Am I Guilty? Page 4
‘Over there. Behind Sci-Fi,’ he said. ‘It’s fine, don’t worry – Mark just popped it out of sight for a minute, don’t want it in the shots. It’s sound asleep, for now … hope it stays that way, eh?’
‘Hope so!’
Mark was the videographer I’d hired for the evening, to get footage for the TV chat show at Isla Laird’s request. Thankfully, I hadn’t needed to speak to her to sort it out – her instructions to Annabelle about what she needed and how to get the footage to her afterwards had been pretty clear, which had been a relief, so all I’d had to do was drop her an email to confirm that all was fine. It wasn’t that I didn’t like Isla or anything – actually, I liked her quite a lot. She was a good laugh, interesting to talk to, and had always been a great friend to Thea, and after a bit of a shaky start, we’d ended up getting on really well. It was just that, at the moment certainly, I really couldn’t face talking to her, or to anyone who reminded me of last year. It was just too recent, too raw …
‘Oh God! Oh God!’
As I peered round the science-fiction bookshelf I gasped, my heart suddenly pounding, my legs wobbly. I grabbed onto a shelf for support and stared at the pram for a moment, then looked away and took a deep breath, trying to calm myself. For goodness’ sake, Flora, get a grip. It was only a pram. And, now that I’d seen it properly, I could see that it wasn’t even the same pram. It looked a bit like Thea’s though. Same make, Silver Cross. It had the same chrome chassis and herringbone fabric, but this one was in a deep berry shade, and Zander’s had been grey. Zander. I leaned forward and peered into the pram, gently pulling the soft fleece blanket back to get a better view. The baby, clearly a little girl in a pink dress with a polka dot collar, was indeed sound asleep, making a tiny snuffling noise with each breath. I tucked the blanket back into place and edged away slowly, back into the brightly lit central area of the bookshop, but suddenly in my head I was back at Thea’s, in her lovely Regency townhouse on Montpellier Terrace.

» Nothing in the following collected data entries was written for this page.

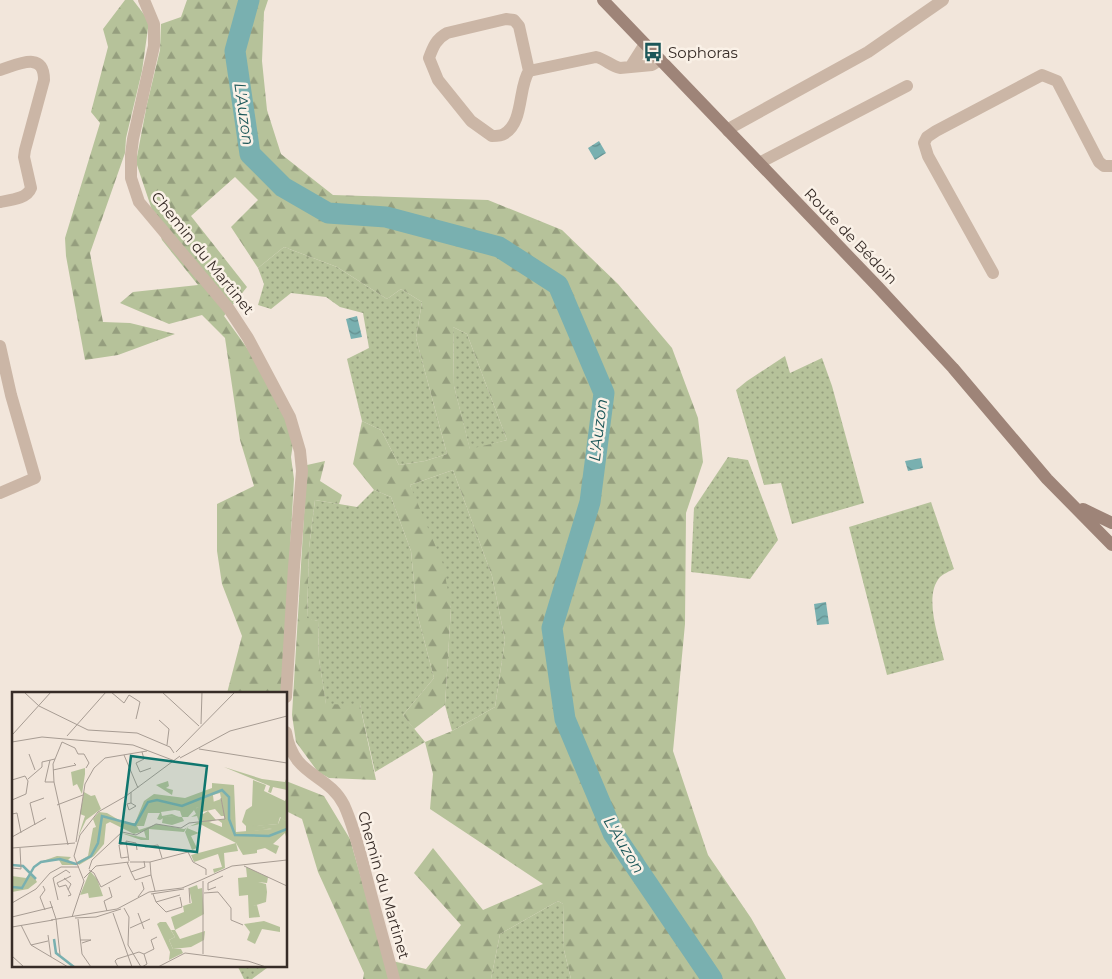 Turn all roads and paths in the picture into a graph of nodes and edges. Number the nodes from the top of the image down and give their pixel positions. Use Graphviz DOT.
graph roads {
  1 [pos="144,0"];
  2 [pos="603,0"];
  3 [pos="943,0"];
  4 [pos="645,44"];
  5 [pos="660,60"];
  6 [pos="631,66"];
  7 [pos="1,67"];
  8 [pos="529,71"];
  9 [pos="907,86"];
  10 [pos="728,131"];
  11 [pos="759,163"];
  12 [pos="1112,166"];
  13 [pos="0,202"];
  14 [pos="992,273"];
  15 [pos="0,346"];
  16 [pos="0,493"];
  17 [pos="1068,500"];
  18 [pos="1112,524"];
  19 [pos="1112,545"];
  20 [pos="286,692"];
  21 [pos="288,745"];
  22 [pos="394,979"];
  1 -- 20 [label="street, Chemin du Martinet"];
  2 -- 4 [label="main road, Route de Bédoin"];
  3 -- 10 [label="street"];
  4 -- 5 [label="main road, Route de Bédoin"];
  4 -- 6 [label="street"];
  5 -- 6 [label="street"];
  5 -- 10 [label="main road, Route de Bédoin"];
  6 -- 8 [label="street"];
  7 -- 13 [label="street"];
  8 -- 8 [label="street"];
  9 -- 11 [label="street"];
  10 -- 11 [label="main road, Route de Bédoin"];
  11 -- 17 [label="main road, Route de Bédoin"];
  12 -- 14 [label="street"];
  15 -- 16 [label="street"];
  17 -- 18 [label="main road, Route de Bédoin"];
  17 -- 19 [label="main road, Route de Bédoin"];
  21 -- 22 [label="street, Chemin du Martinet"];
}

She’d started taking the empty pram out about two weeks after Zander died, back in September. I’d been on the phone in the dining room, where we often sat and worked, a gorgeous space with huge windows, Montpellier Gardens just across the road, the sound of children’s shrieks and laughter drifting in through the open window from the park’s play area. I’d just finished checking that a big delivery had been sent out, when I suddenly saw her, wheeling the pram past the door and down the hallway, leaning over it as she walked, talking quietly. I’d dropped the phone, run out into the hall and grabbed her arm.
‘Thea! Thea, what are you doing? Where are you going?’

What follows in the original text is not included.